Sunday, June 20, 2010

FDA Deprioritizes Women's Sexual Dysfunction, Again: Flibby is a No-Go


The helpful educational website funded by Boehringer

An FDA advisory panel voted unanimously Friday not to approve Flibanserin, a drug aimed to remedy "hypoactive sexual desire" in pre-menopausal women. This drug has been in clinical trials for a while so we've heard about their poor measures before: the researchers found that women taking the drug reported .8 more "sexually satisfying events" per month than those on placebo (though the placebo users also had an increase in "events") and the difference was statistically significant.

What they failed to show was an increase in desire. They also didn't explain what "sexually satisfying event" meant. But none of the flaws in the research design kept the manufacturer, a German company named Boehringer Ingelheim Pharmaceuticals, from developing a media blast and securing Lisa Rinna, the generously lipped former soap star, as their shiller.

Let me repeat that: this company began advertising the disorder it purports to treat before their drug was approved. Now that the drug has been formally rejected it will be interesting to see how long the website, SexBrainBody, stays up. The site is formally under the guise of the Society for Women's Health Research but surely the grant won't go on forever now that the drug is a no-go.

Of course there is a connection between sex, the brain, and the body. But that framework excludes another important reason women might experience low sexual desire: a shitty relationship. One may feel sexual desire in general, but not for one's long term partner in particular. Such decline is a well documented feature of even the healthiest of marriages. But to pathologize such a problem recalls the days when a husband could present his wife to a physician for being refusing to perform sexually and expect a diagnosis of "frigidity."
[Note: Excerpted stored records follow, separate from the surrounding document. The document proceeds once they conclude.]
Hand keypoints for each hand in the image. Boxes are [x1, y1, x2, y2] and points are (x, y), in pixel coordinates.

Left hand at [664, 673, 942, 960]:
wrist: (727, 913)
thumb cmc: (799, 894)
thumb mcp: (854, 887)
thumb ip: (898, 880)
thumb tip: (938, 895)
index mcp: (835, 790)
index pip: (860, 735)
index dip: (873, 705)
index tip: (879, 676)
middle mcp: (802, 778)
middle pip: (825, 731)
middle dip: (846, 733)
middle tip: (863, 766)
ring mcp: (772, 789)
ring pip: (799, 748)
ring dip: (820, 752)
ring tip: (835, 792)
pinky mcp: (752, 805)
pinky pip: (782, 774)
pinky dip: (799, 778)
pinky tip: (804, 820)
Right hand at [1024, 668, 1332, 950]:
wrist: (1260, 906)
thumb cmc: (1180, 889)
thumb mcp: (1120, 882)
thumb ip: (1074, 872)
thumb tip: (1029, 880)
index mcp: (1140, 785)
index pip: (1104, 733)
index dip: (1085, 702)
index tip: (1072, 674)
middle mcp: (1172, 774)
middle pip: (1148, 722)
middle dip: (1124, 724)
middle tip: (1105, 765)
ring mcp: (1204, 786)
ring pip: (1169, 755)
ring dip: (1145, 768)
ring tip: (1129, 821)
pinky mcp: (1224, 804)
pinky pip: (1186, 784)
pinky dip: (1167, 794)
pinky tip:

But on the other hand, the reason given for rejecting the pill, that its "risks" did not justify the use, seem a bit thin: the side effects include dizziness, nausea, and fatigue. While I'm no advocate of medicalization, drugs for women's sexual dysfunction have repeatedly failed to pass muster with the FDA, sometimes for bullshit reasons. Considering that Viagra increases the risk of cardiac arrest--a leading cause of death for men in the silver fox age group--dizziness, nausea, and fatigue sound pretty mild.

Everyone knows that many men take Viagra, Cialis and Levitra as "enhancements" and not because they have clinical erectile dysfunction, and women ought to have their own fair share of drugs to enhance their sexual experience, either on the front end of desire or the back end of response. The FDA's continued refusal to approve testosterone and other sex enhancing drugs for women suggests a fear of women's sexuality, not agreement with anti-medicalization sentiment.